Mechanism of exosomal miR-155 derived from bone marrow mesenchymal stem cells on stemness maintenance and drug resistance in myeloma cells

Objective This study was to explore the effect of exosomal miR-155 derived from bone marrow mesenchymal stem cells (BMSCs) on stemness maintenance and drug resistance in MPC-11 multiple myeloma cells. Methods MPC-11 cells were transfected with mimics or inhibitors of miR-155. miR-155 expression was detected by qRT-PCR, cell condition was observed, and the expression of stemness maintenance markers OCT-4 and Nanog was observed by immunofluorescence. The expression of proteins associated with the Hedgehog signaling pathway and drug resistance was evaluated by western blot.
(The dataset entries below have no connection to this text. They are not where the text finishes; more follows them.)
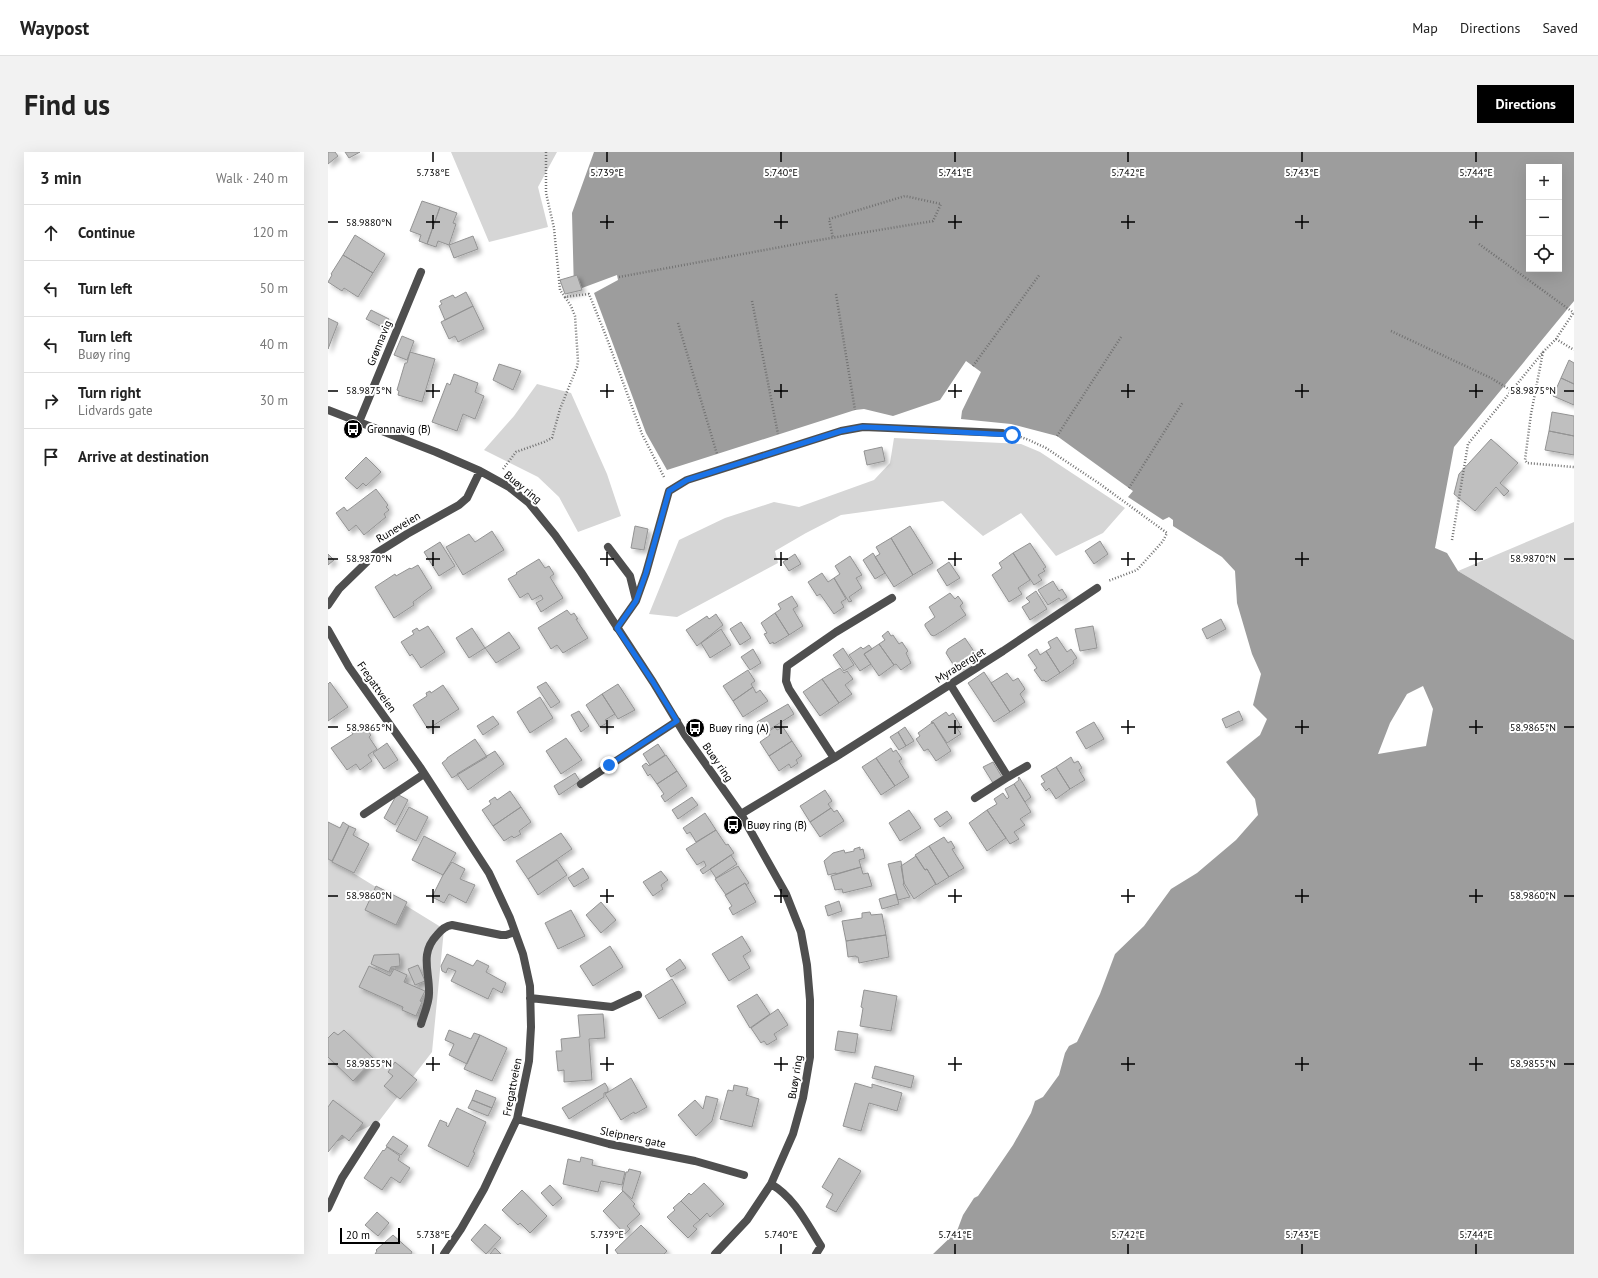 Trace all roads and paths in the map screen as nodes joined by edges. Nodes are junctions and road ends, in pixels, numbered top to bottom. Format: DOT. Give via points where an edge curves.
graph roads {
  1 [pos="546,152"];
  2 [pos="833,238"];
  3 [pos="1479,244"];
  4 [pos="421,272"];
  5 [pos="1040,274"];
  6 [pos="619,277"];
  7 [pos="836,294"];
  8 [pos="565,297"];
  9 [pos="752,301"];
  10 [pos="1574,313"];
  11 [pos="678,322"];
  12 [pos="1391,331"];
  13 [pos="1122,337"];
  14 [pos="1556,339"];
  15 [pos="1574,350"];
  16 [pos="1544,352"];
  17 [pos="973,366"];
  18 [pos="1512,391"];
  19 [pos="1183,402"];
  20 [pos="328,410"];
  21 [pos="855,410"];
  22 [pos="359,422"];
  23 [pos="1002,433"];
  24 [pos="778,434"];
  25 [pos="1057,436"];
  26 [pos="717,454"];
  27 [pos="507,465"];
  28 [pos="1574,466"];
  29 [pos="480,471"];
  30 [pos="1129,488"];
  31 [pos="669,491"];
  32 [pos="1452,540"];
  33 [pos="608,547"];
  34 [pos="1097,588"];
  35 [pos="892,598"];
  36 [pos="636,601"];
  37 [pos="328,605"];
  38 [pos="617,628"];
  39 [pos="328,630"];
  40 [pos="950,684"];
  41 [pos="677,721"];
  42 [pos="834,758"];
  43 [pos="1027,766"];
  44 [pos="424,774"];
  45 [pos="1008,777"];
  46 [pos="581,784"];
  47 [pos="975,798"];
  48 [pos="364,814"];
  49 [pos="741,814"];
  50 [pos="515,932"];
  51 [pos="638,994"];
  52 [pos="530,998"];
  53 [pos="421,1024"];
  54 [pos="517,1119"];
  55 [pos="376,1125"];
  56 [pos="744,1175"];
  57 [pos="771,1184"];
  58 [pos="328,1208"];
  59 [pos="444,1254"];
  60 [pos="715,1254"];
  61 [pos="816,1254"];
  1 -- 8 [label="path" via="547,199 554,228 560,290"];
  2 -- 2 [label="path" via="933,220 941,204 905,196 829,219"];
  2 -- 6 [label="path"];
  3 -- 10 [label="path"];
  4 -- 22 [label="street, Grønnavig"];
  5 -- 17 [label="path"];
  7 -- 21 [label="path"];
  8 -- 27 [label="path" via="575,316 578,361 560,409 555,432 552,438 516,452"];
  8 -- 31 [label="path" via="589,294 642,434"];
  9 -- 24 [label="path"];
  10 -- 14 [label="path"];
  11 -- 26 [label="path"];
  12 -- 18 [label="path" via="1491,378"];
  13 -- 25 [label="path"];
  14 -- 15 [label="path"];
  14 -- 16 [label="path"];
  16 -- 18 [label="path"];
  16 -- 28 [label="path" via="1531,414 1525,460 1527,463"];
  18 -- 32 [label="path" via="1468,444"];
  19 -- 30 [label="path"];
  20 -- 22 [label="street, Buøy ring"];
  22 -- 29 [label="street, Buøy ring"];
  23 -- 31 [label="street" via="854,428 687,480"];
  23 -- 34 [label="path" via="1029,440 1046,448 1167,533 1138,570 1103,583"];
  29 -- 37 [label="street, Runeveien" via="466,498 459,505 375,554 339,589"];
  29 -- 38 [label="street, Buøy ring" via="529,503 555,535"];
  31 -- 36 [label="street"];
  33 -- 36 [label="street" via="630,576"];
  34 -- 40 [label="street, Myrabergjet"];
  35 -- 42 [label="street" via="787,666 786,681 789,689"];
  36 -- 38 [label="street"];
  38 -- 41 [label="street, Buøy ring"];
  39 -- 44 [label="street, Fregattveien" via="348,667"];
  40 -- 42 [label="street, Myrabergjet"];
  40 -- 45 [label="street"];
  41 -- 46 [label="street"];
  41 -- 49 [label="street, Buøy ring"];
  42 -- 49 [label="street, Myrabergjet"];
  43 -- 45 [label="street"];
  44 -- 48 [label="street"];
  44 -- 50 [label="street, Fregattveien" via="489,873"];
  45 -- 47 [label="street"];
  49 -- 57 [label="street, Buøy ring" via="780,882 801,932 810,1000 810,1057 803,1098 793,1134"];
  50 -- 52 [label="street, Fregattveien" via="523,954"];
  50 -- 53 [label="street" via="501,935 452,925 439,932 431,941 425,961 429,994"];
  51 -- 52 [label="street" via="612,1007"];
  52 -- 54 [label="street, Fregattveien" via="529,1060"];
  54 -- 56 [label="street, Sleipners gate" via="609,1144 695,1161"];
  54 -- 59 [label="street, Fregattveien" via="484,1189"];
  55 -- 58 [label="street" via="342,1178"];
  57 -- 60 [label="street, Buøy ring" via="747,1220"];
  57 -- 61 [label="street" via="785,1194 807,1222 821,1246"];
}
To investigate whether exosomes affect cell behavior by horizontal delivery of miR-155, MPC-11 cells were co-cultured with exosomes isolated from BMSCs that were transfected with mimics or inhibitors of miR-155. Cell proliferation and the expression of proteins related to stemness maintenance protein and drug resistance were examined. Results In function assays, after miR-155-mimics transfection, the expression levels of proteins related to stemness maintenance marker, Hedgehog signaling, and drug resistance were increased in MPC-11 cells. BMSC-derived exosomes carrying miR-155 inhibited apoptosis, promoted cell division, and upregulated the expression of protein associated with stemness maintenance, Hedgehog signaling, and drug resistance. Conclusion Therefore, our findings indicate that exosomal delivery of miR-155 exerted the same effect as transfection did on the stemness maintenance and drug resistance of multiple myeloma cells.